### WHAT THIS TASK INVOLVES
Output all records verbatim.

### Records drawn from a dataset
------------------------------------------------

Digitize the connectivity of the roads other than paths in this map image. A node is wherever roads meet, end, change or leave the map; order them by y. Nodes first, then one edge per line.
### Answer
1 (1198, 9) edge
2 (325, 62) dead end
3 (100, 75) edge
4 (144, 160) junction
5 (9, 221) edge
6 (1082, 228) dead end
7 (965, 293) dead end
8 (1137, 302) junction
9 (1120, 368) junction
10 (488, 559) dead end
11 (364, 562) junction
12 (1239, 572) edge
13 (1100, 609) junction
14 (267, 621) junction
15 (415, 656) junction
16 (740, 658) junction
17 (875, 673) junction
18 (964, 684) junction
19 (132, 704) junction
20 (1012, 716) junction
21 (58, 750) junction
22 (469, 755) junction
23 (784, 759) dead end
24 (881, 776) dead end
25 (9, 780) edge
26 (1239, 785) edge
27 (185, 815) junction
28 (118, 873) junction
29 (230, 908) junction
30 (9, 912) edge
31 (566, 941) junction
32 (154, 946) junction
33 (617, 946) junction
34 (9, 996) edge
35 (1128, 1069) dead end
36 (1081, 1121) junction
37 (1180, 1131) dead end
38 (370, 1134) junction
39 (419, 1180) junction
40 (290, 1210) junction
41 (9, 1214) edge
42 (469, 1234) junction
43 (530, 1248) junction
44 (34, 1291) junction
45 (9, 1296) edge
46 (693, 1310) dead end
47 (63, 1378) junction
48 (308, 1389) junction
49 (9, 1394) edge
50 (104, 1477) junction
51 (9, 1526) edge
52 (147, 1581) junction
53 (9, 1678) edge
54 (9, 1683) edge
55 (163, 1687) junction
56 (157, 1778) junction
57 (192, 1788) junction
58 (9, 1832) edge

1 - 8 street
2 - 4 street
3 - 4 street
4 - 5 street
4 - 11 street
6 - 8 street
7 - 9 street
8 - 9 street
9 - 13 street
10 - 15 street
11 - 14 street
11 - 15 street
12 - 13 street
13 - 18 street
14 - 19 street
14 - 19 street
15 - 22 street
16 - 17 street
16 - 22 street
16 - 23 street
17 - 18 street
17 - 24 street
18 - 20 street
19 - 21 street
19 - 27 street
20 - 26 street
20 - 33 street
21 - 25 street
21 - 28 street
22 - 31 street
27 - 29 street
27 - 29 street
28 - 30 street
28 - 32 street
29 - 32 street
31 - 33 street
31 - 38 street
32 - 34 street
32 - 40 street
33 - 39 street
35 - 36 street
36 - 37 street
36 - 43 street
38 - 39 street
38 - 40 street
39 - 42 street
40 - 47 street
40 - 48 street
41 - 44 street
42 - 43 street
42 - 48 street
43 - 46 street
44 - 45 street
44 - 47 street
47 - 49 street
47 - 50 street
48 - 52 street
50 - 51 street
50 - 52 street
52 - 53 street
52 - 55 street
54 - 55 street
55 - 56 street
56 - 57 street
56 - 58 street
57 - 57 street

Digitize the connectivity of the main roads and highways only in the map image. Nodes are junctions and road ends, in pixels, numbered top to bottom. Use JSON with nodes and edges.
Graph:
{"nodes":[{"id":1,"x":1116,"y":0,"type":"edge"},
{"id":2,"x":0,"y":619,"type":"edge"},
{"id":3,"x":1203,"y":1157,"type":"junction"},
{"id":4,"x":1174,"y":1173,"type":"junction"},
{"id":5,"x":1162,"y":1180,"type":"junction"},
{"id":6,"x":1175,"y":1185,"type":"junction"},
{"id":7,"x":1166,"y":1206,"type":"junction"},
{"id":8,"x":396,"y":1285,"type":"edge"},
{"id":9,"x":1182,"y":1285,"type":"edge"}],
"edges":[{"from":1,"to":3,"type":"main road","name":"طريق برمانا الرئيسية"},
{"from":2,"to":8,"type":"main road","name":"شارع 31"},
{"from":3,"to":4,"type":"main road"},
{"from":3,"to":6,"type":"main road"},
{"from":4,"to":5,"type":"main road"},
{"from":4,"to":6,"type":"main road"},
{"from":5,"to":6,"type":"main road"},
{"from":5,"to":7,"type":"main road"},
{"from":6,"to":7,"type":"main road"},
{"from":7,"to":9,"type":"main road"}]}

------------------------------------------------

### TASK SOLUTION
Digitize the connectivity of the roads other than paths in this map image. A node is wherever roads meet, end, change or leave the map; order them by y. Nodes first, then one edge per line.
### Answer
1 (1198, 9) edge
2 (325, 62) dead end
3 (100, 75) edge
4 (144, 160) junction
5 (9, 221) edge
6 (1082, 228) dead end
7 (965, 293) dead end
8 (1137, 302) junction
9 (1120, 368) junction
10 (488, 559) dead end
11 (364, 562) junction
12 (1239, 572) edge
13 (1100, 609) junction
14 (267, 621) junction
15 (415, 656) junction
16 (740, 658) junction
17 (875, 673) junction
18 (964, 684) junction
19 (132, 704) junction
20 (1012, 716) junction
21 (58, 750) junction
22 (469, 755) junction
23 (784, 759) dead end
24 (881, 776) dead end
25 (9, 780) edge
26 (1239, 785) edge
27 (185, 815) junction
28 (118, 873) junction
29 (230, 908) junction
30 (9, 912) edge
31 (566, 941) junction
32 (154, 946) junction
33 (617, 946) junction
34 (9, 996) edge
35 (1128, 1069) dead end
36 (1081, 1121) junction
37 (1180, 1131) dead end
38 (370, 1134) junction
39 (419, 1180) junction
40 (290, 1210) junction
41 (9, 1214) edge
42 (469, 1234) junction
43 (530, 1248) junction
44 (34, 1291) junction
45 (9, 1296) edge
46 (693, 1310) dead end
47 (63, 1378) junction
48 (308, 1389) junction
49 (9, 1394) edge
50 (104, 1477) junction
51 (9, 1526) edge
52 (147, 1581) junction
53 (9, 1678) edge
54 (9, 1683) edge
55 (163, 1687) junction
56 (157, 1778) junction
57 (192, 1788) junction
58 (9, 1832) edge

1 - 8 street
2 - 4 street
3 - 4 street
4 - 5 street
4 - 11 street
6 - 8 street
7 - 9 street
8 - 9 street
9 - 13 street
10 - 15 street
11 - 14 street
11 - 15 street
12 - 13 street
13 - 18 street
14 - 19 street
14 - 19 street
15 - 22 street
16 - 17 street
16 - 22 street
16 - 23 street
17 - 18 street
17 - 24 street
18 - 20 street
19 - 21 street
19 - 27 street
20 - 26 street
20 - 33 street
21 - 25 street
21 - 28 street
22 - 31 street
27 - 29 street
27 - 29 street
28 - 30 street
28 - 32 street
29 - 32 street
31 - 33 street
31 - 38 street
32 - 34 street
32 - 40 street
33 - 39 street
35 - 36 street
36 - 37 street
36 - 43 street
38 - 39 street
38 - 40 street
39 - 42 street
40 - 47 street
40 - 48 street
41 - 44 street
42 - 43 street
42 - 48 street
43 - 46 street
44 - 45 street
44 - 47 street
47 - 49 street
47 - 50 street
48 - 52 street
50 - 51 street
50 - 52 street
52 - 53 street
52 - 55 street
54 - 55 street
55 - 56 street
56 - 57 street
56 - 58 street
57 - 57 street

Digitize the connectivity of the main roads and highways only in the map image. Nodes are junctions and road ends, in pixels, numbered top to bottom. Use JSON with nodes and edges.
Graph:
{"nodes":[{"id":1,"x":1116,"y":0,"type":"edge"},
{"id":2,"x":0,"y":619,"type":"edge"},
{"id":3,"x":1203,"y":1157,"type":"junction"},
{"id":4,"x":1174,"y":1173,"type":"junction"},
{"id":5,"x":1162,"y":1180,"type":"junction"},
{"id":6,"x":1175,"y":1185,"type":"junction"},
{"id":7,"x":1166,"y":1206,"type":"junction"},
{"id":8,"x":396,"y":1285,"type":"edge"},
{"id":9,"x":1182,"y":1285,"type":"edge"}],
"edges":[{"from":1,"to":3,"type":"main road","name":"طريق برمانا الرئيسية"},
{"from":2,"to":8,"type":"main road","name":"شارع 31"},
{"from":3,"to":4,"type":"main road"},
{"from":3,"to":6,"type":"main road"},
{"from":4,"to":5,"type":"main road"},
{"from":4,"to":6,"type":"main road"},
{"from":5,"to":6,"type":"main road"},
{"from":5,"to":7,"type":"main road"},
{"from":6,"to":7,"type":"main road"},
{"from":7,"to":9,"type":"main road"}]}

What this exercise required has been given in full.